DATA FOR REVIEW START

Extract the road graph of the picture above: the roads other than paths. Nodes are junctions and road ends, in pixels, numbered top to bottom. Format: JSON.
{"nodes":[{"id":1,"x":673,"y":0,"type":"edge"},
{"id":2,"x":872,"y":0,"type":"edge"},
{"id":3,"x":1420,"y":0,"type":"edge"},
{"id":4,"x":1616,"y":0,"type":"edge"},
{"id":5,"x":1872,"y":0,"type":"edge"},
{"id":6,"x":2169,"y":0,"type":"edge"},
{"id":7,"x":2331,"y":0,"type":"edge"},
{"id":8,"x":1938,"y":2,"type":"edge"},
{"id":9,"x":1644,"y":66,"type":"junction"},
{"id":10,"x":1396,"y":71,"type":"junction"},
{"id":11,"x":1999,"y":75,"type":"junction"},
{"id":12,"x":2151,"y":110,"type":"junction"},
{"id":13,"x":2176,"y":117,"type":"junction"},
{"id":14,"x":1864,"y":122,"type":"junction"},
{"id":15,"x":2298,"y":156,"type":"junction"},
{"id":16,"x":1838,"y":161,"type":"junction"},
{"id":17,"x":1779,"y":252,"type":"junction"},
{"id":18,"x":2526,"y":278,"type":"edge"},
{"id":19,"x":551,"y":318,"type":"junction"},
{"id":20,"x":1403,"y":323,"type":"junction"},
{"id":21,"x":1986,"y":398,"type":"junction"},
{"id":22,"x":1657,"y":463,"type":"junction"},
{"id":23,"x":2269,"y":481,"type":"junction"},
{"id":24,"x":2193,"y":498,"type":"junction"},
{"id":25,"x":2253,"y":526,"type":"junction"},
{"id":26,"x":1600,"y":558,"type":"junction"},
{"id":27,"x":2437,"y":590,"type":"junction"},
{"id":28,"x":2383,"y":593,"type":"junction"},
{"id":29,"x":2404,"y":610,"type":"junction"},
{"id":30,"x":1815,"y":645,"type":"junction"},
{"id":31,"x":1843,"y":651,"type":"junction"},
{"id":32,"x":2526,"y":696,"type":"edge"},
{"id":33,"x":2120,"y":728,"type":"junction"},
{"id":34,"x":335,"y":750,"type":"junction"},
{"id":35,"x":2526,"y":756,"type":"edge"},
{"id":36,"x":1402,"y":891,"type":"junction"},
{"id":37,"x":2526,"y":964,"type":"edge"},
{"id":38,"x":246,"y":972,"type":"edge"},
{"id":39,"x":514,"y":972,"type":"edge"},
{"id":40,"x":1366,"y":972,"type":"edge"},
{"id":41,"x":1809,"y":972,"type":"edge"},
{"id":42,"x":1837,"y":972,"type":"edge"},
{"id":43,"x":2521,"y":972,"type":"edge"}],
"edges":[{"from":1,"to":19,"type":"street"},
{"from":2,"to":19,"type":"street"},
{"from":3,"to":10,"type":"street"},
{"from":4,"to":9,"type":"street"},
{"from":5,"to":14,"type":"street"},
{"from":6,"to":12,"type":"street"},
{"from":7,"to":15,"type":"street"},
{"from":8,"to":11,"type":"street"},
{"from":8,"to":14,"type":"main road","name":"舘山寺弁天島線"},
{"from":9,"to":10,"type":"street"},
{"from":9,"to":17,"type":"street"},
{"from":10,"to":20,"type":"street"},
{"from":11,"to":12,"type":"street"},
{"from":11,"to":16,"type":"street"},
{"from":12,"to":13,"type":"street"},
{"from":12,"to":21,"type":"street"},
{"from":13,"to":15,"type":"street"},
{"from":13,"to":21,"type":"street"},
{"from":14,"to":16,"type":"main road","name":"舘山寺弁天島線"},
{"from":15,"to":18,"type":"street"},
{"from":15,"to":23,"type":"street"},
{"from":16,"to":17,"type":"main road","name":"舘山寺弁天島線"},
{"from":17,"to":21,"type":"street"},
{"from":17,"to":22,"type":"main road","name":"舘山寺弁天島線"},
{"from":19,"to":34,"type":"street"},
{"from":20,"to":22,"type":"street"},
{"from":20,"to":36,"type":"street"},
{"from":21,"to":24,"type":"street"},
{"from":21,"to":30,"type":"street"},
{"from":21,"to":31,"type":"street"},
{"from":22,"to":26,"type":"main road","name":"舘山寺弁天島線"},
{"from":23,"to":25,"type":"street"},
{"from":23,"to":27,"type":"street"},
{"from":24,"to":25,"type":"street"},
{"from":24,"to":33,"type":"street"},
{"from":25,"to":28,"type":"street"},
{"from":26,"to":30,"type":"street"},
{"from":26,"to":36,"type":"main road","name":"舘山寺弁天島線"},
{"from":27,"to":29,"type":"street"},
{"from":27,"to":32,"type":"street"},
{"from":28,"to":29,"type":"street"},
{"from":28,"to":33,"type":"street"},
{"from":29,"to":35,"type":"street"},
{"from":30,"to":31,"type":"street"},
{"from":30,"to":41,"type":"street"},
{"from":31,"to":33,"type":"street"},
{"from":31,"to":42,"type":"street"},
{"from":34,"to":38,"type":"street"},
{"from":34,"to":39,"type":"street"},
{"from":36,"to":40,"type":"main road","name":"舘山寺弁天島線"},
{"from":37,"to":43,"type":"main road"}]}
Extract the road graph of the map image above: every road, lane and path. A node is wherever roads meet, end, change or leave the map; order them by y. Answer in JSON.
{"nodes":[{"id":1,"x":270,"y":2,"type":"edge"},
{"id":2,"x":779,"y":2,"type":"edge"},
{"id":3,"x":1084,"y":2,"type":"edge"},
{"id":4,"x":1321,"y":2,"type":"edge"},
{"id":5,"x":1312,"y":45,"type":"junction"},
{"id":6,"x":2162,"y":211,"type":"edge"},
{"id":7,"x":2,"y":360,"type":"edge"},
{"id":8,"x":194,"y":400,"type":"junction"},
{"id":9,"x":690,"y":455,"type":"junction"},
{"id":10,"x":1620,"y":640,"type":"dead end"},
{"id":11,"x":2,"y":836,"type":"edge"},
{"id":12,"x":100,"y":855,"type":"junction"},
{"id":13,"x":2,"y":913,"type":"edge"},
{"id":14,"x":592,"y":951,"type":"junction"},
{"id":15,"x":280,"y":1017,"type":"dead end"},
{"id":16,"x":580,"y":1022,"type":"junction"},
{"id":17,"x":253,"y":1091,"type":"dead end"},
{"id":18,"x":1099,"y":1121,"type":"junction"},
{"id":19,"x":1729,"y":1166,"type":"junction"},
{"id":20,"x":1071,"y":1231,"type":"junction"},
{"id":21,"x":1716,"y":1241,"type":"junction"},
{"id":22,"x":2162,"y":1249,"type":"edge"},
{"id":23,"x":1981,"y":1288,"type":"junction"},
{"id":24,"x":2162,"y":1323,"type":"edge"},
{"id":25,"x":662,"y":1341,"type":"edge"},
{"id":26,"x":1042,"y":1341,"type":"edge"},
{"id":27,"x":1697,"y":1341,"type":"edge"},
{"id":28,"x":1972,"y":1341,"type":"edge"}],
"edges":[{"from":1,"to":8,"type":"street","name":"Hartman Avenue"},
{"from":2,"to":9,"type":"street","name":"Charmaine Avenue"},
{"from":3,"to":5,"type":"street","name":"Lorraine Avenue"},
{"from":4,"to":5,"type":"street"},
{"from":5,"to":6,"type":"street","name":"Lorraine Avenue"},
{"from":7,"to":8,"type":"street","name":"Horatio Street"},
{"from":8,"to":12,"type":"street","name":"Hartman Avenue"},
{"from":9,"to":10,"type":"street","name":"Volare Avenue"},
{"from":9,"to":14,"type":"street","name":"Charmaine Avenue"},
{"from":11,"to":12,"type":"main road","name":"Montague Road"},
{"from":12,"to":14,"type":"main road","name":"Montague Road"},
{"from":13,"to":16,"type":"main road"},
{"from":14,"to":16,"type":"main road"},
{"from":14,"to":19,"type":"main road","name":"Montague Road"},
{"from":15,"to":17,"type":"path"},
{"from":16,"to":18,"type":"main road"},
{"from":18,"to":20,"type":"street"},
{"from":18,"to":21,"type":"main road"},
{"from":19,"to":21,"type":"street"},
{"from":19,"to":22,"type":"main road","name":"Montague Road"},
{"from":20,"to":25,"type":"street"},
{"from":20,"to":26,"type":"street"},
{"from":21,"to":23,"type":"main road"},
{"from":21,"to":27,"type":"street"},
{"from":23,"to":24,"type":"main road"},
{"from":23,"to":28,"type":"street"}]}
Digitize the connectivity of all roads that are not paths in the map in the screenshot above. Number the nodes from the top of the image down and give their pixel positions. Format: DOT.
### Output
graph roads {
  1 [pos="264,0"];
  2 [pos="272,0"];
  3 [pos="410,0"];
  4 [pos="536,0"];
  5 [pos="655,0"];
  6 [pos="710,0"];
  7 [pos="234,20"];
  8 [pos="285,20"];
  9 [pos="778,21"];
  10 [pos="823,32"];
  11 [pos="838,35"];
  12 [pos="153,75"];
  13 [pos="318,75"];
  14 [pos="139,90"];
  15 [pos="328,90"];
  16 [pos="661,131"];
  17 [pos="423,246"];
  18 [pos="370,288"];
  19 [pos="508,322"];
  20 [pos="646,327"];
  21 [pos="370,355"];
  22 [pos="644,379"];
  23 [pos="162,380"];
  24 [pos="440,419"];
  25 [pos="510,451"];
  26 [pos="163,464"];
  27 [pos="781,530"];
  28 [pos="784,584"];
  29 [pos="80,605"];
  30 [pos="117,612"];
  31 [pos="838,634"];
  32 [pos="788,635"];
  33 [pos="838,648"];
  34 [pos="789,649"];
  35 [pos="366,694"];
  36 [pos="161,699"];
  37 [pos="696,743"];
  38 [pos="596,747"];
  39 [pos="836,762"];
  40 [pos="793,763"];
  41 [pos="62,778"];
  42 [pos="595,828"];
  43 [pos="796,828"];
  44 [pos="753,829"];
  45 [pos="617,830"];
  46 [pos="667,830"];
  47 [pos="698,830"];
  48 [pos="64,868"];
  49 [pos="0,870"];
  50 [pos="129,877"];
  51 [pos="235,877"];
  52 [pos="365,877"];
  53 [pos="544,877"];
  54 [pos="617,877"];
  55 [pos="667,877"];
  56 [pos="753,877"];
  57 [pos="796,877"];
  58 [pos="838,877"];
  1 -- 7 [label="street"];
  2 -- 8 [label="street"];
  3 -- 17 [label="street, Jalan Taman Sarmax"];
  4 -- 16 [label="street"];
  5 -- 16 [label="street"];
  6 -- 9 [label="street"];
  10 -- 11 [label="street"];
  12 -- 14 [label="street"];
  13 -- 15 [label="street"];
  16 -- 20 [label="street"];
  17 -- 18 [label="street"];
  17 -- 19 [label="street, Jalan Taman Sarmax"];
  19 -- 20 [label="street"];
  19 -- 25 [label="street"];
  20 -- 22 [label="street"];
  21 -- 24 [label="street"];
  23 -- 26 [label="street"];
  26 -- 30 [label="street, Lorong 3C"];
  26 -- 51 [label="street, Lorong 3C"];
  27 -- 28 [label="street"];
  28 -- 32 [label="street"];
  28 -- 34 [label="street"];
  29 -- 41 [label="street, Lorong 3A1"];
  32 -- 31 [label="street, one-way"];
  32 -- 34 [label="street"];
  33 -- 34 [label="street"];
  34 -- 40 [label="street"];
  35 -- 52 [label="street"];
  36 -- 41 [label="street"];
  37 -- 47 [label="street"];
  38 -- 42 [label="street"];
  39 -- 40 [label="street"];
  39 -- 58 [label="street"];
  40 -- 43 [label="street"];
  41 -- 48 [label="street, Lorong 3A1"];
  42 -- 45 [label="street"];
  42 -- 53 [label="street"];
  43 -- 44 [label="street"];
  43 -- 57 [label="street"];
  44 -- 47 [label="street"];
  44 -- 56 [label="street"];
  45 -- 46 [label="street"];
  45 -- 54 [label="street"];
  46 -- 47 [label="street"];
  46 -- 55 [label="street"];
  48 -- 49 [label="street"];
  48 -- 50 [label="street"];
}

DATA FOR REVIEW END

* **PROBLEM TO WORK ON**: Look over the listing and say how many lines hold the string "Charmaine". Nothing but the number is needed.

* **RESPONSE**: 2